Start of PROVIDED RECORDS
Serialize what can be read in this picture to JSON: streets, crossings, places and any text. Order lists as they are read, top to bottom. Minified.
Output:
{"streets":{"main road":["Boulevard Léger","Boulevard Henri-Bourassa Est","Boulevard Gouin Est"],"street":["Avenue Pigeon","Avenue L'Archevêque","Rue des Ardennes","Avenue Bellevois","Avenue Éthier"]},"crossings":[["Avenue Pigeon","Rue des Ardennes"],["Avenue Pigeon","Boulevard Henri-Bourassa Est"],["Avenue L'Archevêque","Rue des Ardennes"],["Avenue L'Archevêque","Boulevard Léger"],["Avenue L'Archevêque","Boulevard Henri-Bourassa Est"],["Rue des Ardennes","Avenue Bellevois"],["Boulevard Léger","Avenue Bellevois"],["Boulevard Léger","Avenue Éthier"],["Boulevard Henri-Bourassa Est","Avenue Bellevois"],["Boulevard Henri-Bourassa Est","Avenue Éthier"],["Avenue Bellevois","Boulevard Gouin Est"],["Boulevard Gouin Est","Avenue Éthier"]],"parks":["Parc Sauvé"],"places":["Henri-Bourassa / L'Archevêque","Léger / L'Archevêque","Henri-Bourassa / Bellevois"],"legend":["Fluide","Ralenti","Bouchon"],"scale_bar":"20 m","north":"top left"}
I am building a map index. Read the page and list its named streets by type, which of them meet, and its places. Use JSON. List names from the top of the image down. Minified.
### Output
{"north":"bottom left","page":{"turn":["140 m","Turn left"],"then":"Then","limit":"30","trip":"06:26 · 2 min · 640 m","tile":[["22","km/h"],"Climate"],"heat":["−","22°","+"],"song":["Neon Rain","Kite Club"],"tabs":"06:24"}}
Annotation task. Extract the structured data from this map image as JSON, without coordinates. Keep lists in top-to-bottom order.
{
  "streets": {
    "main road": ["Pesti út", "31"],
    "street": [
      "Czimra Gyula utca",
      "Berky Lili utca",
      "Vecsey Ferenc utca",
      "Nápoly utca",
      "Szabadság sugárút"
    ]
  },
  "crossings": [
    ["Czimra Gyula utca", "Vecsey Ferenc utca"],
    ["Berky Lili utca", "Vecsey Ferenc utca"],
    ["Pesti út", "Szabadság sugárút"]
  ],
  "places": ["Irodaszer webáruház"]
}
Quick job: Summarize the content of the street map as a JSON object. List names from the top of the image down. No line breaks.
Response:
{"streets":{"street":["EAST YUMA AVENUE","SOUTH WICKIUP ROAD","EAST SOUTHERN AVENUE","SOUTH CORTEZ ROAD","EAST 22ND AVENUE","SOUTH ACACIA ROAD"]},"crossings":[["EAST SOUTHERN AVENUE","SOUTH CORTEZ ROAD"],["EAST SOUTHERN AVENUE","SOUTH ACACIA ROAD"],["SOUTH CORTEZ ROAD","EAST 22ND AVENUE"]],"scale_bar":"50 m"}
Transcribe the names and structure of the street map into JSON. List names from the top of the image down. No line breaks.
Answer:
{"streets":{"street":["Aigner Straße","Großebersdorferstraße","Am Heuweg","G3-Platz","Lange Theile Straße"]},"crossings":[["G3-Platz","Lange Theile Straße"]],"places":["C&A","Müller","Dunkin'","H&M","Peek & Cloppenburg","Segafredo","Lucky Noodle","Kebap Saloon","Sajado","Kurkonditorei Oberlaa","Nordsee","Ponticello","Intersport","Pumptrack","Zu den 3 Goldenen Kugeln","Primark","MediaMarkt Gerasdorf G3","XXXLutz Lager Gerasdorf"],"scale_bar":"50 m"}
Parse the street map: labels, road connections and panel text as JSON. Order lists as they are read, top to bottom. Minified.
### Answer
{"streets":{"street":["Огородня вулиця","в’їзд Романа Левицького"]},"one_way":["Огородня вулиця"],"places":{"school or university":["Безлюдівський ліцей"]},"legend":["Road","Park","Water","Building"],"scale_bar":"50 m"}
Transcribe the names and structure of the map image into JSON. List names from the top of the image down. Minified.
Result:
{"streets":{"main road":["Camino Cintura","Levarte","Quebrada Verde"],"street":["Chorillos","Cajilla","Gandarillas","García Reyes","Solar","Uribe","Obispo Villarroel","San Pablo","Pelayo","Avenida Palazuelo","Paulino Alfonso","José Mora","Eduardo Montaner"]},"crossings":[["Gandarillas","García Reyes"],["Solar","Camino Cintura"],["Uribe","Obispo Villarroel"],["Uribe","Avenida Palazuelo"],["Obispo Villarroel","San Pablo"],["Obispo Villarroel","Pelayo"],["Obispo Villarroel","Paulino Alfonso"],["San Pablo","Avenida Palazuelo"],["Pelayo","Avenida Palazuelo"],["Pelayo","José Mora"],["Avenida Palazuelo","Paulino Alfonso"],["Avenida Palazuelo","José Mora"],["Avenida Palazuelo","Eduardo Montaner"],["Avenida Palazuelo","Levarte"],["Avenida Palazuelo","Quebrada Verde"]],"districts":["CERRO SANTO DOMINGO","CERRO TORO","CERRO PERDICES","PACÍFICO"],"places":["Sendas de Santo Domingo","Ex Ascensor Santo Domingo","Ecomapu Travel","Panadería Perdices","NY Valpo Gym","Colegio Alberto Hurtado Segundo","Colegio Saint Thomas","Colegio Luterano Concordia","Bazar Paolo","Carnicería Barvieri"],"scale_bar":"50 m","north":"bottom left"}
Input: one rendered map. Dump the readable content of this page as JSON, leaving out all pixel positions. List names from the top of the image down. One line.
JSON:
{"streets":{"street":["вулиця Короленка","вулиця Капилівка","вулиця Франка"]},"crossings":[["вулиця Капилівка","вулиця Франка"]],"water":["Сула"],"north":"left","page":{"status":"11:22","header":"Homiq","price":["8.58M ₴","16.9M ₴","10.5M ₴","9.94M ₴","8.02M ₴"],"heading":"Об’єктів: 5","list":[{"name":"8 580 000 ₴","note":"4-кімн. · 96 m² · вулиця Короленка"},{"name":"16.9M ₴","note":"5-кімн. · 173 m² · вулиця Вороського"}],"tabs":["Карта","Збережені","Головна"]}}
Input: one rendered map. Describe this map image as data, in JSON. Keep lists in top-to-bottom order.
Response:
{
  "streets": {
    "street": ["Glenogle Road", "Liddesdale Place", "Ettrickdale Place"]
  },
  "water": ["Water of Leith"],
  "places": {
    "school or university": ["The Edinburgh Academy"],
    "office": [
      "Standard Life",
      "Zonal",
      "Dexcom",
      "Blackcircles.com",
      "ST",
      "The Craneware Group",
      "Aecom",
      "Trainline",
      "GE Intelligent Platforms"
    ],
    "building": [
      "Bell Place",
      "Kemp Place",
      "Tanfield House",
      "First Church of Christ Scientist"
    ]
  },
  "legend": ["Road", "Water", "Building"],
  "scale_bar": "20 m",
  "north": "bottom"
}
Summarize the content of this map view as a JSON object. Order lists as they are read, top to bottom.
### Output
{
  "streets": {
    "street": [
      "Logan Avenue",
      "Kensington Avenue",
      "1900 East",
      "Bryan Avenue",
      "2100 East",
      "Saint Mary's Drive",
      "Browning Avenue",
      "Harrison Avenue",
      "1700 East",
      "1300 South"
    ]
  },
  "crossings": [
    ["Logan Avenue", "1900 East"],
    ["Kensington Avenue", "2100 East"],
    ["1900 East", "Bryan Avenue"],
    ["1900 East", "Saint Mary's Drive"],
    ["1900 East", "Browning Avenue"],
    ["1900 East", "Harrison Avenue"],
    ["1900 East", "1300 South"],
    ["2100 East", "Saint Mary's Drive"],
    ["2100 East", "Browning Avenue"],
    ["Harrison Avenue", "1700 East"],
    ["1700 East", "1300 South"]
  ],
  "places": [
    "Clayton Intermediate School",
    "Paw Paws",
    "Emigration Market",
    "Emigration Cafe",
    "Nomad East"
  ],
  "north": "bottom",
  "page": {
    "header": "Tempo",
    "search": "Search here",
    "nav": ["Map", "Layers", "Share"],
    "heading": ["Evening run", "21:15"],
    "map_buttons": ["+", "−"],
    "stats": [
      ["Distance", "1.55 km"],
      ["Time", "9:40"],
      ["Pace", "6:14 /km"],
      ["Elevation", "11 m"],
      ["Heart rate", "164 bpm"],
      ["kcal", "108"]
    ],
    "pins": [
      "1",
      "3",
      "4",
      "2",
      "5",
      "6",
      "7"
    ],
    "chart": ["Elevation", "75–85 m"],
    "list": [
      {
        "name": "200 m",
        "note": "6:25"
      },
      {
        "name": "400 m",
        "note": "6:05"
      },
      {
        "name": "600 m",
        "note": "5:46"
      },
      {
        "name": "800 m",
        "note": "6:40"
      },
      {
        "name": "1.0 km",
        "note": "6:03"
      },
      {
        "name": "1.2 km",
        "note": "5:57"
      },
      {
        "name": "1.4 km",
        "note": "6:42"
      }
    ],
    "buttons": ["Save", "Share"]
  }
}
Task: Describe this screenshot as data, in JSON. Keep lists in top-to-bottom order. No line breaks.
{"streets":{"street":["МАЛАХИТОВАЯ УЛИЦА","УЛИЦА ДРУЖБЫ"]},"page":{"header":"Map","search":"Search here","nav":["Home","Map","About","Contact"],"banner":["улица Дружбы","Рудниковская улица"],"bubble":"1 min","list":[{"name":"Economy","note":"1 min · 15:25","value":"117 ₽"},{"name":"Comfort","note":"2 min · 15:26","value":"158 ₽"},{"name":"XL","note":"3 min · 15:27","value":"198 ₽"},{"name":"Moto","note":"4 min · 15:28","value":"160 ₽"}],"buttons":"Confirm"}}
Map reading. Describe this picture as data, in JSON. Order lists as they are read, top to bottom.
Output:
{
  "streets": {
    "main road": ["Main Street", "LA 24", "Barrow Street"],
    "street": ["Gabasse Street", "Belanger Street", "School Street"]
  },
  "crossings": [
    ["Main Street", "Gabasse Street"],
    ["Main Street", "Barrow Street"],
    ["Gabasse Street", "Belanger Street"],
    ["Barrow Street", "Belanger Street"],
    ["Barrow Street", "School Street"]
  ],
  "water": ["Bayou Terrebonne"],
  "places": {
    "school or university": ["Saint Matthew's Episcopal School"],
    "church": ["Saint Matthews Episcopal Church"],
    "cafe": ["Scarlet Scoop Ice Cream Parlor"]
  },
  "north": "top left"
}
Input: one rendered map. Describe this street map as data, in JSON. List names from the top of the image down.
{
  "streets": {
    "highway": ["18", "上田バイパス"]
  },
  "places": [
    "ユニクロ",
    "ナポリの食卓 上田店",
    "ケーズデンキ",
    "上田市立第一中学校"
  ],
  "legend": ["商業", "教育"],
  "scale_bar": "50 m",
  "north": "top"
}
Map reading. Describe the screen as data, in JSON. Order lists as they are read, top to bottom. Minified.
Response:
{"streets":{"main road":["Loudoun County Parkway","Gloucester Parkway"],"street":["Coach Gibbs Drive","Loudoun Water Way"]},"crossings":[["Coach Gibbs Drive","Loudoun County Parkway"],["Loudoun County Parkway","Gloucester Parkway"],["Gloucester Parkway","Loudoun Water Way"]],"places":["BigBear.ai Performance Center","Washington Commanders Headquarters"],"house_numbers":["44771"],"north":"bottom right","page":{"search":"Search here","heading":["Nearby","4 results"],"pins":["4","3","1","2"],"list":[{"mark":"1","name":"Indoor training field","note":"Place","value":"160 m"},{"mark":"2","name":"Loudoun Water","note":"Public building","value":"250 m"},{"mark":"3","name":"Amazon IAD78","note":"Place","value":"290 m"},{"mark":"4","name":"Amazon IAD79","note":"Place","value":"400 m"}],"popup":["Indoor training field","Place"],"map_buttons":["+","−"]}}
End of PROVIDED RECORDS
• [WHAT TO PRODUCE] Only lines holding the word "text" are wanted here; copy each from the listing.

• [RESPONSE]
Serialize what can be read in this picture to JSON: streets, crossings, places and any text. Order lists as they are read, top to bottom. Minified.
Parse the street map: labels, road connections and panel text as JSON. Order lists as they are read, top to bottom. Minified.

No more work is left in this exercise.